■ DESCRIPTION OF THE TASK:
Every line below should be copied out exactly.

THE INPUT START

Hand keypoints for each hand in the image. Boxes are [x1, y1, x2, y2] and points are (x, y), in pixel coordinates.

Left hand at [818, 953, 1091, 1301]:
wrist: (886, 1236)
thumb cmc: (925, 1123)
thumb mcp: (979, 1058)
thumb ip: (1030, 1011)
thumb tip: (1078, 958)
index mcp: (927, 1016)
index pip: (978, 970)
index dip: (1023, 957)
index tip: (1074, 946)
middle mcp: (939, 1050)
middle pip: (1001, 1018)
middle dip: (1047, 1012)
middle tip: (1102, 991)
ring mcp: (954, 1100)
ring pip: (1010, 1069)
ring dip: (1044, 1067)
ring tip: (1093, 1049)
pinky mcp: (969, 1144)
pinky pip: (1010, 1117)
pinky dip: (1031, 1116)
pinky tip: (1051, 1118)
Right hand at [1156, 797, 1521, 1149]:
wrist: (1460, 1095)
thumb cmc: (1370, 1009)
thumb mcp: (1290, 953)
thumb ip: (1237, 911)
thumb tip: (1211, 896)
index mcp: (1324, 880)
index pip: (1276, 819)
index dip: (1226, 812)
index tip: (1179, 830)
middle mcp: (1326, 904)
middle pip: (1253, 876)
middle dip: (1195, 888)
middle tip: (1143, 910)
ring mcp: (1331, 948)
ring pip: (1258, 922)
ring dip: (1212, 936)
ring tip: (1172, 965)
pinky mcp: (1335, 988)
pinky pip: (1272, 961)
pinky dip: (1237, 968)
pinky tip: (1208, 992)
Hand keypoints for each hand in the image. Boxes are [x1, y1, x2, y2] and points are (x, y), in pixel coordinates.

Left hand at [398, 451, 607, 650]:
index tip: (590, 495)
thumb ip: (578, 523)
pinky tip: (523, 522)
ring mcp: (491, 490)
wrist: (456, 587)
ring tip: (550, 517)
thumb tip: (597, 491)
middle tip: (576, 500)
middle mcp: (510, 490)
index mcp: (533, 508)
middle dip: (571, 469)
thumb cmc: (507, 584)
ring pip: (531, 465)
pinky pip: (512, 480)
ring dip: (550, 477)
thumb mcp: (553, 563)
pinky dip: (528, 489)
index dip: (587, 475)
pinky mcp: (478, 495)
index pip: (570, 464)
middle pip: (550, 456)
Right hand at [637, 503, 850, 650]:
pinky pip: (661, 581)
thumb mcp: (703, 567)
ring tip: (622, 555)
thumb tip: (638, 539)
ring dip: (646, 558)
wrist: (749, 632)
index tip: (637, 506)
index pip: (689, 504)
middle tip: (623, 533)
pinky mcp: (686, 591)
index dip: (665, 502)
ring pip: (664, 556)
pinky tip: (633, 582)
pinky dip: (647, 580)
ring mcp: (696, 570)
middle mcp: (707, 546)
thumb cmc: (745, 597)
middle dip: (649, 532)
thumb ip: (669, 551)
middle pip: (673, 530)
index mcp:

THE INPUT END

■ RESULT OF THE TASK:
Hand keypoints for each hand in the image. Boxes are [x1, y1, x2, y2] and points are (x, y), in pixel coordinates.

Left hand at [818, 953, 1091, 1301]:
wrist: (886, 1236)
thumb cmc: (925, 1123)
thumb mcp: (979, 1058)
thumb ip: (1030, 1011)
thumb tip: (1078, 958)
index mcp: (927, 1016)
index pip: (978, 970)
index dip: (1023, 957)
index tip: (1074, 946)
middle mcp: (939, 1050)
middle pip: (1001, 1018)
middle dip: (1047, 1012)
middle tip: (1102, 991)
ring mcp: (954, 1100)
ring pip: (1010, 1069)
ring dip: (1044, 1067)
ring tip: (1093, 1049)
pinky mcp: (969, 1144)
pinky pip: (1010, 1117)
pinky dip: (1031, 1116)
pinky tip: (1051, 1118)
Right hand at [1156, 797, 1521, 1149]:
wrist: (1460, 1095)
thumb cmc: (1370, 1009)
thumb mcp: (1290, 953)
thumb ip: (1237, 911)
thumb tip: (1211, 896)
index mcp: (1324, 880)
index pip: (1276, 819)
index dip: (1226, 812)
index tip: (1179, 830)
middle mcp: (1326, 904)
middle pip: (1253, 876)
middle dip: (1195, 888)
middle tip: (1143, 910)
ring mcp: (1331, 948)
ring pip: (1258, 922)
ring dip: (1212, 936)
ring tip: (1172, 965)
pinky mcp: (1335, 988)
pinky pip: (1272, 961)
pinky dip: (1237, 968)
pinky tip: (1208, 992)
Hand keypoints for each hand in the image. Boxes are [x1, y1, x2, y2] and points are (x, y), in pixel coordinates.

Left hand at [398, 451, 607, 650]:
index tip: (590, 495)
thumb ip: (578, 523)
pinky tip: (523, 522)
ring mcp: (491, 490)
wrist: (456, 587)
ring tip: (550, 517)
thumb tip: (597, 491)
middle tip: (576, 500)
middle mcp: (510, 490)
index mcp: (533, 508)
middle dip: (571, 469)
thumb cmc: (507, 584)
ring pip: (531, 465)
pinky pip: (512, 480)
ring dip: (550, 477)
thumb mcp: (553, 563)
pinky dip: (528, 489)
index dip: (587, 475)
pinky mcp: (478, 495)
index pip: (570, 464)
middle pip: (550, 456)
Right hand at [637, 503, 850, 650]:
pinky pip: (661, 581)
thumb mcp: (703, 567)
ring tip: (622, 555)
thumb tip: (638, 539)
ring dip: (646, 558)
wrist: (749, 632)
index tip: (637, 506)
index pip: (689, 504)
middle tip: (623, 533)
pinky mcp: (686, 591)
index dip: (665, 502)
ring pip: (664, 556)
pinky tip: (633, 582)
pinky dip: (647, 580)
ring mcp: (696, 570)
middle mcp: (707, 546)
thumb cmc: (745, 597)
middle dip: (649, 532)
thumb ip: (669, 551)
middle pip: (673, 530)
index mcp:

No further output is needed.